A versatile approach to high-throughput microarrays using thiol-ene chemistry.

Journal: 
Nat Chem
Publication Year: 
2010
Authors: 
Nalini Gupta , Brian F Lin , Luis M Campos , Michael D Dimitriou , Sherry T Hikita , Neil D Treat , Matthew V Tirrell , Dennis O Clegg , Edward J Kramer , Craig J Hawker
Public Summary: 
Microarray technology has become extremely useful in expediting the investigation of large libraries of materials in a variety of biomedical applications, such as in DNA chips, protein and cellular microarrays. This paper seeks to extend this technology to the realm of stem cells. In the development of cellular microarrays, traditional high-throughput printing strategies on stiff, glass substrates and non-covalent attachment methods are limiting. We have developed a facile strategy to fabricate multifunctional high-throughput microarrays embedded at the surface of a soft hydrogel substrate using a specific type of chemistry known as thiol-ene chemistry. This user-friendly method provides a platform for the immobilization of a combination of bioactive and diagnostic molecules, such as peptides and dyes, at the surface of poly(ethylene glycol)-based hydrogels.
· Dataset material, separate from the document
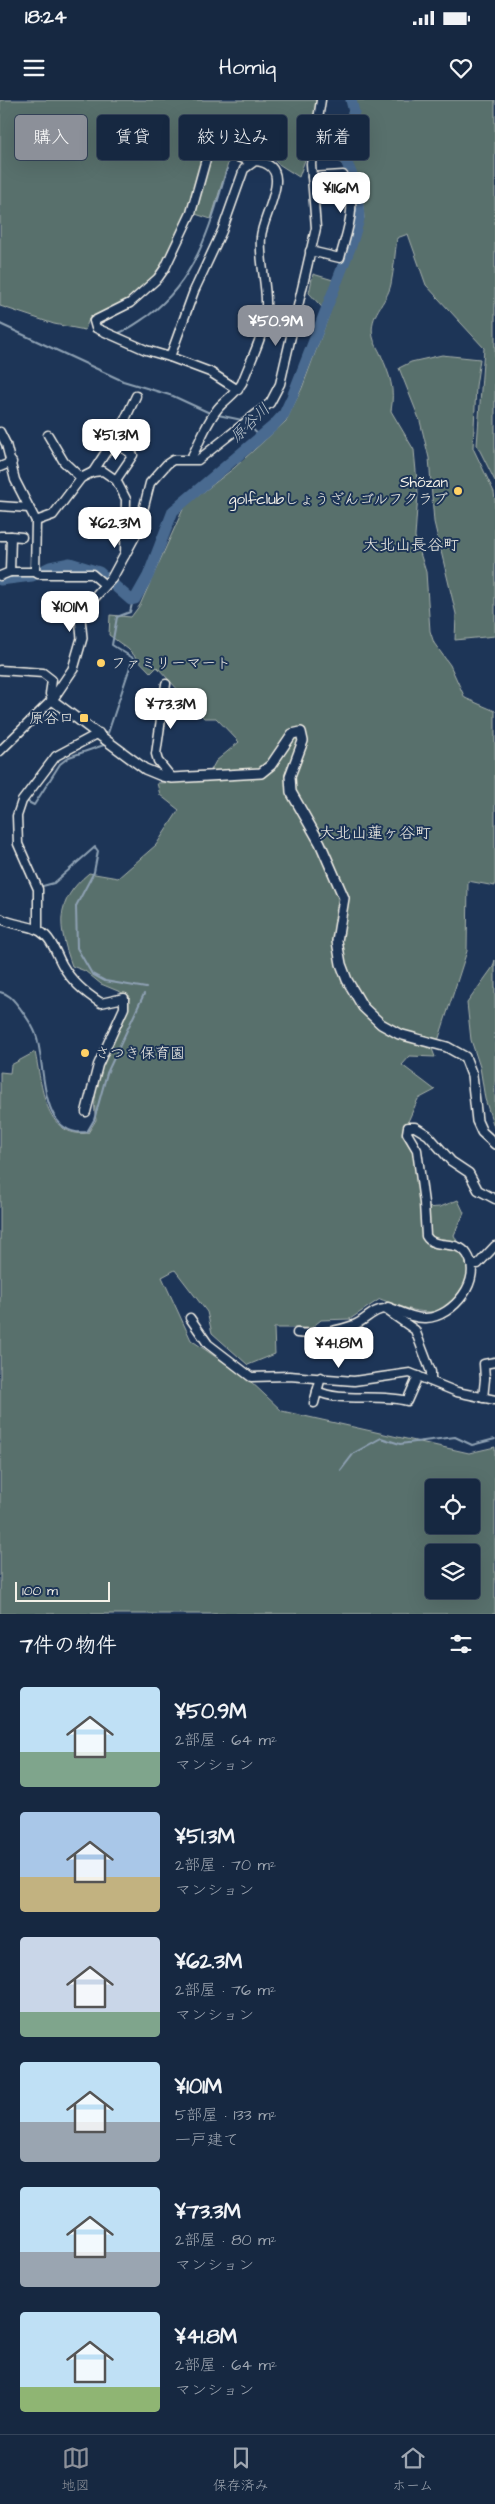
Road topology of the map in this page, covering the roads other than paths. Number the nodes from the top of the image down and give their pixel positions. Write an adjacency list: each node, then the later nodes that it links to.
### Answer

Such an array can be used to screen for materials that induce differentiation of stem cells. The robust nature of chemistry allows for a range of attachment strategies in a fast and reliable manner, and two complementary strategies for the attachment of active molecules are demonstrated. This technology has wide applicability in the stem cell field.
Scientific Abstract: 
Microarray technology has become extremely useful in expediting the investigation of large libraries of materials in a variety of biomedical applications, such as in DNA chips, protein and cellular microarrays. In the development of cellular microarrays, traditional high-throughput printing strategies on stiff, glass substrates and non-covalent attachment methods are limiting. We have developed a facile strategy to fabricate multifunctional high-throughput microarrays embedded at the surface of a hydrogel substrate using thiol-ene chemistry. This user-friendly method provides a platform for the immobilization of a combination of bioactive and diagnostic molecules, such as peptides and dyes, at the surface of poly(ethylene glycol)-based hydrogels. The robust and orthogonal nature of thiol-ene chemistry allows for a range of covalent attachment strategies in a fast and reliable manner, and two complementary strategies for the attachment of active molecules are demonstrated.